Hawley blocks McConnell-backed nominees, escalating feud


Sen. Josh Hawley (R-Mo.) is throwing a wrench into Senate Republican Leader Mitch McConnell’s (Ky.) effort to confirm two former aides to the Federal Trade Commission (FTC) and the National Transportation Safety Board (NTSB), escalating a feud between the first-term conservative senator and the veteran party leader.
Hawley informed McConnell in a letter Wednesday that he wants more time to vet the McConnell-backed nominees, who were slated to be approved by unanimous consent along with a slate of Biden nominees.
“By agreeing to such a negotiated package in exchange for just a few Republican appointees you have personally deemed a priority, I believe we risk giving away too much,” Hawley wrote.
“If Republicans are planning to install dozens of Biden nominees for positions across the federal government — without a vote — in exchange for just a handful of our own selections, I want to be sure that we get our nominees right,” Hawley wrote, citing the nominations of Andrew Ferguson and Todd Inman, two former McConnell aides, to the FTC and NTSB, respectively.
Three Democratic appointees currently sit on the five-member FTC, and the two spots reserved for Republicans are vacant.
Meanwhile, the chairwoman of the five-member NTSB was appointed by Biden, and three members were appointed by former President Trump while one seat remains vacant.
Hawley informed McConnell in his letter that he wants both nominees to explain their views on the regulation of the tech and rail industries, respectively, in more detail.
“Andrew Ferguson, nominated to be a commissioner of the Federal Trade Commission, should answer additional questions on his philosophy concerning Big Tech, given the importance of that issue to our conference,” he wrote. “I also believe that Todd Inman, who is under consideration for the National Transportation Safety Board, should be asked to further articulate his views on various transportation policies, including rail safety and autonomous vehicles.”
Hawley said he will block them from advancing on the Senate floor until they satisfy his concerns.
“I am currently withholding my consent for these nominees to be confirmed without a floor vote — as is any senator’s right to do — until I and others can evaluate satisfactory responses to these important policy questions,” he wrote.
McConnell declined to comment about Hawley’s holds when asked about them as he walked back to his office from the floor.
Ferguson, whom Biden nominated to the FTC in July, serves as solicitor general of Virginia and previously served as McConnell’s chief counsel.
Inman, whom Biden nominated to the NTSB in July, previously served as chief of staff to former Trump Transportation Secretary Elaine Chao, who is married to McConnell.
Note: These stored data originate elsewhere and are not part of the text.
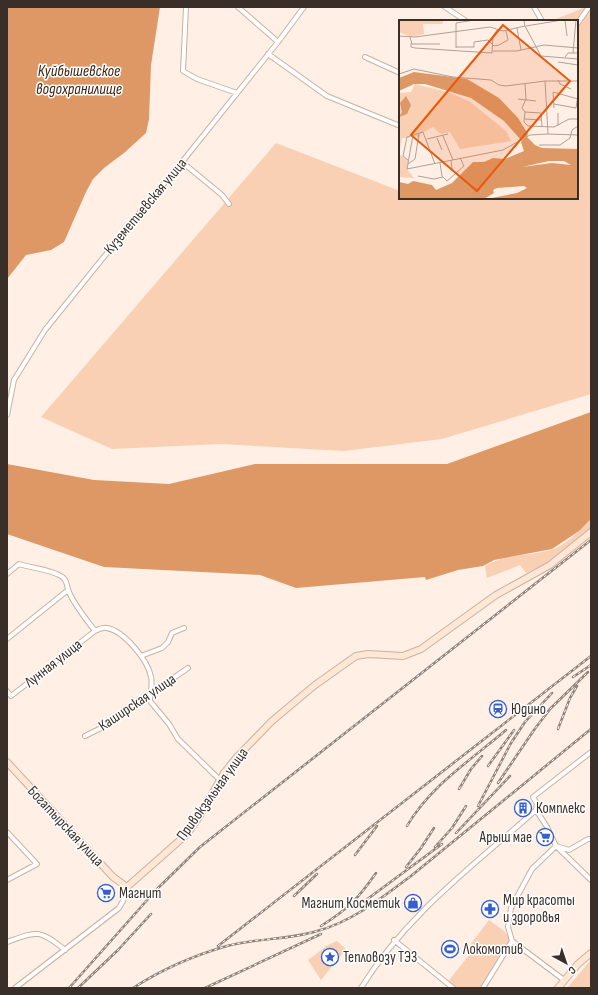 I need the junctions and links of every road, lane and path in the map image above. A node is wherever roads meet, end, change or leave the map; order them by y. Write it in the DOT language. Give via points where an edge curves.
graph roads {
  1 [pos="186,7"];
  2 [pos="238,7"];
  3 [pos="304,7"];
  4 [pos="444,7"];
  5 [pos="534,7"];
  6 [pos="587,8"];
  7 [pos="464,20"];
  8 [pos="541,20"];
  9 [pos="578,22"];
  10 [pos="278,42"];
  11 [pos="268,54"];
  12 [pos="365,57"];
  13 [pos="399,73"];
  14 [pos="237,93"];
  15 [pos="399,126"];
  16 [pos="182,162"];
  17 [pos="229,204"];
  18 [pos="7,415"];
  19 [pos="591,532"];
  20 [pos="7,574"];
  21 [pos="68,590"];
  22 [pos="184,628"];
  23 [pos="95,631"];
  24 [pos="7,639"];
  25 [pos="141,656"];
  26 [pos="188,668"];
  27 [pos="7,691"];
  28 [pos="150,694"];
  29 [pos="85,736"];
  30 [pos="591,752"];
  31 [pos="7,762"];
  32 [pos="220,780"];
  33 [pos="536,810"];
  34 [pos="7,832"];
  35 [pos="591,839"];
  36 [pos="556,846"];
  37 [pos="7,880"];
  38 [pos="591,880"];
  39 [pos="127,887"];
  40 [pos="394,940"];
  41 [pos="512,941"];
  42 [pos="7,942"];
  43 [pos="65,950"];
  44 [pos="591,953"];
  45 [pos="564,980"];
  46 [pos="15,988"];
  47 [pos="361,988"];
  48 [pos="453,988"];
  49 [pos="483,988"];
  50 [pos="558,988"];
  1 -- 14 [label="street" via="183,71 197,79"];
  2 -- 10 [label="street"];
  3 -- 10 [label="street, Куземетьевская улица"];
  4 -- 7 [label="street"];
  5 -- 8 [label="street"];
  6 -- 9 [label="street"];
  10 -- 11 [label="street, Куземетьевская улица"];
  11 -- 14 [label="street, Куземетьевская улица"];
  11 -- 15 [label="street" via="327,96"];
  12 -- 13 [label="street"];
  14 -- 16 [label="street, Куземетьевская улица"];
  16 -- 17 [label="street" via="222,194"];
  16 -- 18 [label="street, Куземетьевская улица" via="45,330 14,380"];
  19 -- 32 [label="main road, Привокзальная улица" via="550,565 496,595 421,649 403,656 356,656 272,720 237,757"];
  20 -- 21 [label="street" via="19,564 59,575 68,584"];
  21 -- 23 [label="street"];
  21 -- 24 [label="street"];
  22 -- 25 [label="street" via="172,633 162,648"];
  23 -- 25 [label="street" via="105,627 111,629 127,639"];
  23 -- 27 [label="street, Лунная улица" via="11,696"];
  25 -- 28 [label="street" via="151,675"];
  26 -- 28 [label="street, Каширская улица"];
  28 -- 29 [label="street, Каширская улица"];
  28 -- 32 [label="street" via="150,701 178,739"];
  30 -- 33 [label="street" via="533,797 537,804"];
  31 -- 39 [label="main road, Богатырская улица" via="113,877"];
  32 -- 39 [label="main road, Привокзальная улица" via="187,834"];
  33 -- 36 [label="street"];
  33 -- 40 [label="street" via="443,891"];
  34 -- 37 [label="street" via="37,864"];
  35 -- 36 [label="street" via="569,850"];
  36 -- 38 [label="street"];
  36 -- 41 [label="street" via="532,869 511,908 508,927"];
  39 -- 43 [label="street, Привокзальная улица" via="119,908"];
  40 -- 47 [label="street"];
  40 -- 48 [label="street"];
  41 -- 45 [label="street"];
  41 -- 49 [label="street"];
  42 -- 43 [label="street" via="34,933 48,936"];
  43 -- 46 [label="street, Привокзальная улица"];
  44 -- 45 [label="main road"];
  45 -- 50 [label="main road"];
}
He also previously worked as a campaign aide to McConnell.
Inman, if confirmed, would replace Trump-appointed NTSB Vice Chair Bruce Landsberg, whose term expired on Dec. 31, 2022.
The tiff between the two GOP senators is the latest escalation in a feud that has simmered since November of last year, when Hawley called for a change in Senate Republican leadership and supported Sen. Rick Scott’s (R-Fla.) challenge against McConnell.
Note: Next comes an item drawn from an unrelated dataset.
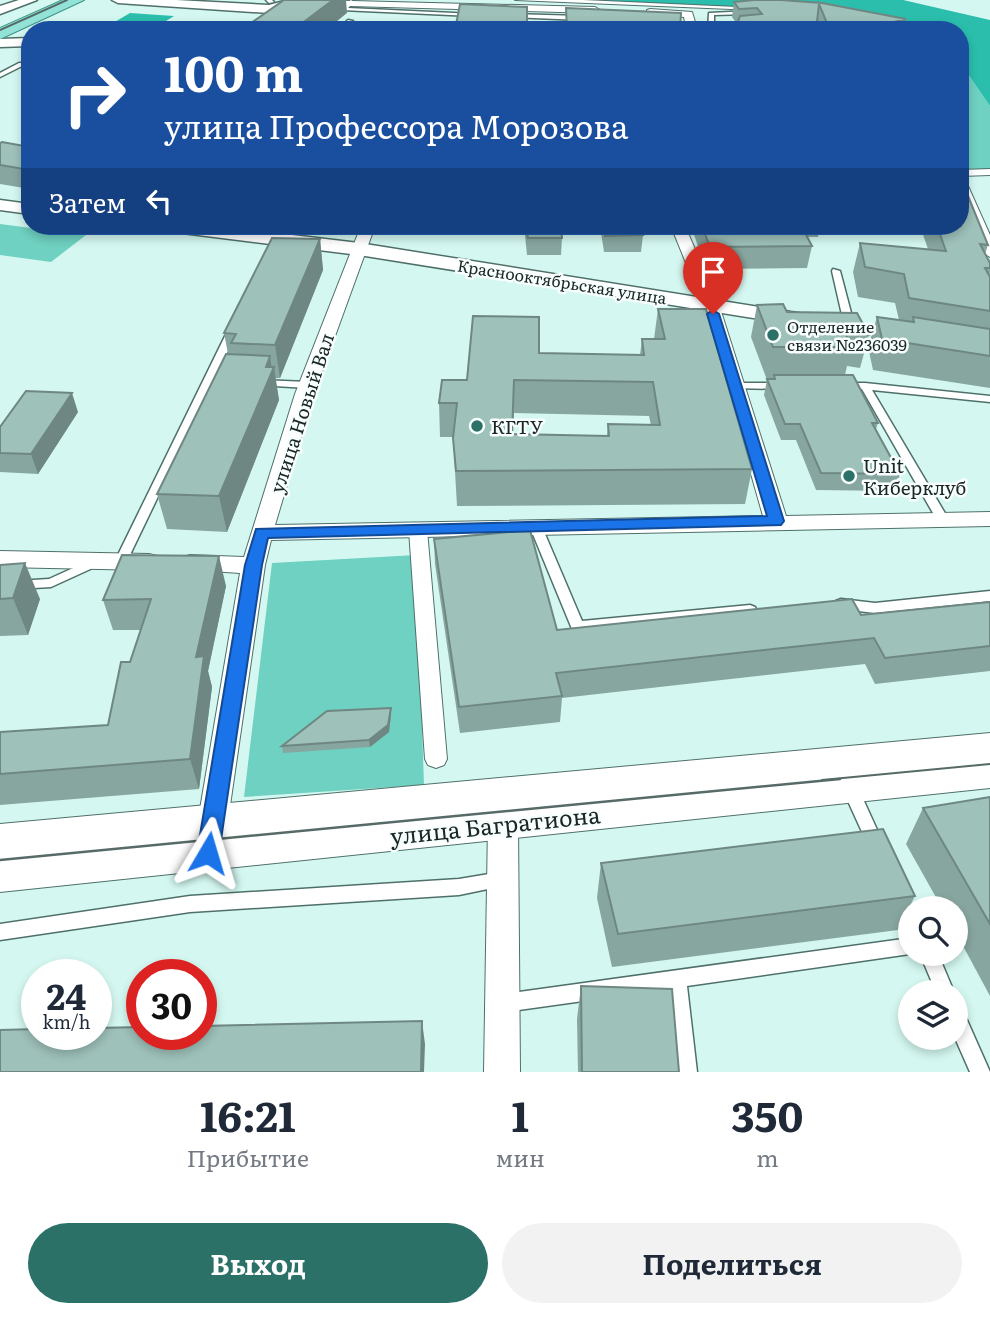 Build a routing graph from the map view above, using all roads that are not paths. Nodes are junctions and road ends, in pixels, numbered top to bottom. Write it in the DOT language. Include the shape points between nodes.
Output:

They battled this month over an amendment to the annual defense authorization bill sponsored by Hawley that would have expanded the Radiation Exposure Compensation Act to cover individuals and families in St. Louis exposed to improperly stored nuclear waste left over from the development of the first atomic bomb during World War II.
Hawley said that McConnell made a priority in the final negotiations over the defense bill to strip Hawley’s amendment, even though it was approved with 61 votes on the Senate floor.
Senate Republican aides familiar with the negotiations said the GOP leader opposed Hawley’s provision because he viewed it as a “budget buster” and “unfunded mandate.”
Hawley argued, however, that he proposed ways to pay for the added costs of expanding the program and that including people from the St. Louis area would only add minimally to the cost of the program over its lifetime.